> Aim of the exercise
Each record below should be set down exactly.
↓↓↓
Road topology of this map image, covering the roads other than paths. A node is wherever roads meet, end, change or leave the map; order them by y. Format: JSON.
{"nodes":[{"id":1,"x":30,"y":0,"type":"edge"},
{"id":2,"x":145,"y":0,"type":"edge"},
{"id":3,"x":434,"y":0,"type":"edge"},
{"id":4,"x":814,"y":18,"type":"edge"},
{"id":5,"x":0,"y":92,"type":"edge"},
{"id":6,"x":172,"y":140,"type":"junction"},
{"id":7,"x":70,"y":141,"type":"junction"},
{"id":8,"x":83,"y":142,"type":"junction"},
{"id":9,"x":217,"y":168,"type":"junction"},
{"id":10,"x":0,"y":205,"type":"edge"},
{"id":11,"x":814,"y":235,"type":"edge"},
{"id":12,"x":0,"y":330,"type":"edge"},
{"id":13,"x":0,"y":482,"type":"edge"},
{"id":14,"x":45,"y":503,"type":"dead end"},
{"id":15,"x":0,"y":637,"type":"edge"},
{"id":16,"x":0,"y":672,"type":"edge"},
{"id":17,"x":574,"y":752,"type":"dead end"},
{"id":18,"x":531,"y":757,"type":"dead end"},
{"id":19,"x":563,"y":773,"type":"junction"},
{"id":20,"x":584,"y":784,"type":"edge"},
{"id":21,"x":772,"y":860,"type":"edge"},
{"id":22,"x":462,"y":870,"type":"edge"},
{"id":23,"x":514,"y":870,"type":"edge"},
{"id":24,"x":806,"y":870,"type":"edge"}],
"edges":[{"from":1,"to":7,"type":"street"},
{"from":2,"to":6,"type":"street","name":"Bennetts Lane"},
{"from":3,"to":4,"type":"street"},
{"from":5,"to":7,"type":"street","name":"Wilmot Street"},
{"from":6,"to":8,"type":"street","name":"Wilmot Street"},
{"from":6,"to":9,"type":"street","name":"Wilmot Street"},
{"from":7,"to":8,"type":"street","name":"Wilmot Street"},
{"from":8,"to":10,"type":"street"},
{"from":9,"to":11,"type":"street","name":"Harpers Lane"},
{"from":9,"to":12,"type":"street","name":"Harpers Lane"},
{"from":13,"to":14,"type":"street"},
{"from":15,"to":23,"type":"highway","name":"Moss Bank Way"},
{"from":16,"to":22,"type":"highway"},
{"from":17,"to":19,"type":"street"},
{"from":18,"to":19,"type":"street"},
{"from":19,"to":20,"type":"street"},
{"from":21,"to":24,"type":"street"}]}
↑↑↑
> Solved exercise
Road topology of this map image, covering the roads other than paths. A node is wherever roads meet, end, change or leave the map; order them by y. Format: JSON.
{"nodes":[{"id":1,"x":30,"y":0,"type":"edge"},
{"id":2,"x":145,"y":0,"type":"edge"},
{"id":3,"x":434,"y":0,"type":"edge"},
{"id":4,"x":814,"y":18,"type":"edge"},
{"id":5,"x":0,"y":92,"type":"edge"},
{"id":6,"x":172,"y":140,"type":"junction"},
{"id":7,"x":70,"y":141,"type":"junction"},
{"id":8,"x":83,"y":142,"type":"junction"},
{"id":9,"x":217,"y":168,"type":"junction"},
{"id":10,"x":0,"y":205,"type":"edge"},
{"id":11,"x":814,"y":235,"type":"edge"},
{"id":12,"x":0,"y":330,"type":"edge"},
{"id":13,"x":0,"y":482,"type":"edge"},
{"id":14,"x":45,"y":503,"type":"dead end"},
{"id":15,"x":0,"y":637,"type":"edge"},
{"id":16,"x":0,"y":672,"type":"edge"},
{"id":17,"x":574,"y":752,"type":"dead end"},
{"id":18,"x":531,"y":757,"type":"dead end"},
{"id":19,"x":563,"y":773,"type":"junction"},
{"id":20,"x":584,"y":784,"type":"edge"},
{"id":21,"x":772,"y":860,"type":"edge"},
{"id":22,"x":462,"y":870,"type":"edge"},
{"id":23,"x":514,"y":870,"type":"edge"},
{"id":24,"x":806,"y":870,"type":"edge"}],
"edges":[{"from":1,"to":7,"type":"street"},
{"from":2,"to":6,"type":"street","name":"Bennetts Lane"},
{"from":3,"to":4,"type":"street"},
{"from":5,"to":7,"type":"street","name":"Wilmot Street"},
{"from":6,"to":8,"type":"street","name":"Wilmot Street"},
{"from":6,"to":9,"type":"street","name":"Wilmot Street"},
{"from":7,"to":8,"type":"street","name":"Wilmot Street"},
{"from":8,"to":10,"type":"street"},
{"from":9,"to":11,"type":"street","name":"Harpers Lane"},
{"from":9,"to":12,"type":"street","name":"Harpers Lane"},
{"from":13,"to":14,"type":"street"},
{"from":15,"to":23,"type":"highway","name":"Moss Bank Way"},
{"from":16,"to":22,"type":"highway"},
{"from":17,"to":19,"type":"street"},
{"from":18,"to":19,"type":"street"},
{"from":19,"to":20,"type":"street"},
{"from":21,"to":24,"type":"street"}]}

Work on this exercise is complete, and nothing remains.